俺が拳を構えているのを見てホームレスを殴っていた男達が目に剣呑な光を宿した。
「なにすんだ、てめえ!」
そう言った一人が殴りかかってきた。
体を開いて男をやり過ごし、足をかけて転ばせる。膝裏を強く蹴りつけ腱を絶つ。
男は大仰な叫び声をあげてのたうち回る。
うるさい、あほらしい、面倒くさくなった。
残りの二人はと見ると、ホームレスの頭を掴み上げ、首にナイフを当てていた。
「う、動くなよ! こいつを殺すぞ!」
「好きにすればいい」
空いたベンチにごろりと横になったが、地面をのたうち回る男の叫び声がうるさくて寝られやしない。
「おい」
目を開けると、ナイフを持ったまま固まっていた男がびくんと震えた。
「そいつをどこかへ連れてってくれ。うるさくてかなわん」
顎で地面の男を指し示すと、男達はあわてて仲間を抱えて去っていった。
やっと静かになったベンチに寝転がると、今度はホームレスがうめき始めた。
「おい、じいさん。いい加減にしてくれ。俺は寝たいんだ」
「……じゃない」
「あ? 何だって?」
「オレはじいさんじゃない。隼人だ」
断固とした口ぶりのホームレスに、俺はなんと言えばいいか分からず、口のなかで小さく「ああ……」などと呟いた。

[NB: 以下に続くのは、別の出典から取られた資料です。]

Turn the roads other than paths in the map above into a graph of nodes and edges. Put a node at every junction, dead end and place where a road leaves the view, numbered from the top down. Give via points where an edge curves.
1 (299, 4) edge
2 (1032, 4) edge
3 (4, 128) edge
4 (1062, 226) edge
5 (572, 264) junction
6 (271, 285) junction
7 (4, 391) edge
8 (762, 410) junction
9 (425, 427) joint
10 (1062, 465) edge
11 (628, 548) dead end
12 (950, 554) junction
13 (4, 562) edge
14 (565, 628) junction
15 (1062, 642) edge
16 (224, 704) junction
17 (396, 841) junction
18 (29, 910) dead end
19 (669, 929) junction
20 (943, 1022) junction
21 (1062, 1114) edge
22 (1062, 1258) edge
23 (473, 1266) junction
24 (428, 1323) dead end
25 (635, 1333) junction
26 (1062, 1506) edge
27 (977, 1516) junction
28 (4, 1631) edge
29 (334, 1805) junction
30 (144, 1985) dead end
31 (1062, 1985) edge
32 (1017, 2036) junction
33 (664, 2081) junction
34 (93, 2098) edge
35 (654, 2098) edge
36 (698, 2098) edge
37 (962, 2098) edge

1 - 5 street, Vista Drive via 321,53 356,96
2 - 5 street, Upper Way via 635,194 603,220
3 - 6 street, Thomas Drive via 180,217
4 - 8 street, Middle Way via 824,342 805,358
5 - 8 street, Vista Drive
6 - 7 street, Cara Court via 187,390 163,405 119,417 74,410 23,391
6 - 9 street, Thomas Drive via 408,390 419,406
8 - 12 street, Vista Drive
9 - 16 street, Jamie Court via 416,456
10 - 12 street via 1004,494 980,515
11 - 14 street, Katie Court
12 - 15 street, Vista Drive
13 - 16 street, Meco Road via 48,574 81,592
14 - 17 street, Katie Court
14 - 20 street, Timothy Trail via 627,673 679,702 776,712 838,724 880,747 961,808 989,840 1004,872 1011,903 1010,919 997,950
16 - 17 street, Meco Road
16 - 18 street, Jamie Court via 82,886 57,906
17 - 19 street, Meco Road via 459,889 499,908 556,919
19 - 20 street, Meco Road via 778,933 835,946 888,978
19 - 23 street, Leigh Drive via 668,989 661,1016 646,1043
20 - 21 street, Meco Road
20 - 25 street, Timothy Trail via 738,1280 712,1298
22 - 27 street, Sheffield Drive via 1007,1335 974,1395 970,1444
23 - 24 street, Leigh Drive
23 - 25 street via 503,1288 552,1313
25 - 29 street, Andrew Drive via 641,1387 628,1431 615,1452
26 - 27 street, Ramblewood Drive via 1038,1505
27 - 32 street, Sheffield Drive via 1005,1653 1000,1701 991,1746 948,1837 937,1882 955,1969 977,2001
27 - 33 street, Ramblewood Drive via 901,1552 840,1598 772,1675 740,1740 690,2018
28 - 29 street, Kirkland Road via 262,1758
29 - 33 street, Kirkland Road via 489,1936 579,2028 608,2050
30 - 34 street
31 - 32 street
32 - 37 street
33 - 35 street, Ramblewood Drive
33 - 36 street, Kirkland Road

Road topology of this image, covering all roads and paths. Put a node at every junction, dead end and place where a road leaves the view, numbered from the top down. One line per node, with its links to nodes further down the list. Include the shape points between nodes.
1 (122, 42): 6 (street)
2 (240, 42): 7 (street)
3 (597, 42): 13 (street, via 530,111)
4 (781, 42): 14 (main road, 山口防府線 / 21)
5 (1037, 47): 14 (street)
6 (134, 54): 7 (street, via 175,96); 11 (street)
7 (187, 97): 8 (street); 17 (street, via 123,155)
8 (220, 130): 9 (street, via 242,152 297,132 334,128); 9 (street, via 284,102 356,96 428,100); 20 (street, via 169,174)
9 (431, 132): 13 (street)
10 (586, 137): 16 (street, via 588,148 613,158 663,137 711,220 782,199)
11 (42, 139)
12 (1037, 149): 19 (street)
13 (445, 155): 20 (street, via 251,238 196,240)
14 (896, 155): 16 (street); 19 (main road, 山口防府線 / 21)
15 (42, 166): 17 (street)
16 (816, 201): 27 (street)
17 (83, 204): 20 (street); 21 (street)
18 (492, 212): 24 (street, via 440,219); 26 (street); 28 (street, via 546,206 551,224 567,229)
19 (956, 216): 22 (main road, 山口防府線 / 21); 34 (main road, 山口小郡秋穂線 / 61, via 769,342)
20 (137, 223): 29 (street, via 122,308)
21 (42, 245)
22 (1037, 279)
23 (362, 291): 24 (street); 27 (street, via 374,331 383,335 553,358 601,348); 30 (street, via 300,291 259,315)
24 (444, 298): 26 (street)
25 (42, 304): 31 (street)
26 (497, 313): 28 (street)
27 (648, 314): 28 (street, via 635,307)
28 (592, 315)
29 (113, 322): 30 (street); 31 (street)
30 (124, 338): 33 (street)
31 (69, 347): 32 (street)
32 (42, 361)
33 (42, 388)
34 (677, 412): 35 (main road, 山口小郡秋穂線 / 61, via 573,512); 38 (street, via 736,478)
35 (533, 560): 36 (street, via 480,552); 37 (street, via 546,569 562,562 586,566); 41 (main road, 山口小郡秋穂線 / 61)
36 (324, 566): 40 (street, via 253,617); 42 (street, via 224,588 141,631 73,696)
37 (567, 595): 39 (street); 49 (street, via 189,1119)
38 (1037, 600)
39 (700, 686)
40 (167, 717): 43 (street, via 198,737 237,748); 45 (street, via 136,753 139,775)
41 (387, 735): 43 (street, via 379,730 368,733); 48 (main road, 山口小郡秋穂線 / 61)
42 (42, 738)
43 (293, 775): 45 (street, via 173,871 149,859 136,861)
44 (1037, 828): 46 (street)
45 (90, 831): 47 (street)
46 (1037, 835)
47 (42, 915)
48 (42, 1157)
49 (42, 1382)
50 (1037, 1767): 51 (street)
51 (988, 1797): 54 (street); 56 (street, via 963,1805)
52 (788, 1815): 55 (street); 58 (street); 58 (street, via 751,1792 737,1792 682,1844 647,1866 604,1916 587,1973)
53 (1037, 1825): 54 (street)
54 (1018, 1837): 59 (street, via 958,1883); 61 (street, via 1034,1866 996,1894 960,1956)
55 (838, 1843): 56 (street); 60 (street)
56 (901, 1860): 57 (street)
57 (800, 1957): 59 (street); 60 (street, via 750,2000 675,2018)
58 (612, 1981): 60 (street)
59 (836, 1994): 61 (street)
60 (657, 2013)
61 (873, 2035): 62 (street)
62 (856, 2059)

かぶっていたフードを下ろすと、確かに隼人はじいさんではなく少年だった。
「ちくしょう……。あいつら好き勝手殴りやがって」
唸りながら隼人は膝に手をつき立ち上がろうとしたが、足を痛めたのかすぐに尻餅をついた。手を貸して立ち上がらせベンチに座らせると、隼人は目を丸くした。
「なんだ、あんた親切じゃないか」
「子どもには親切にしろってのが母の遺言でね」
「いい母ちゃんだね」
「ああ」
「でも俺は子供じゃない」
たしかに隼人の目はどこか昏く、子供らしい輝きは見えない。
「親切ついでに俺を家まで送ってくれる?」
「家があるのか?」
「ある。あっちだよ」
隼人が指差したのは木立の奥だった。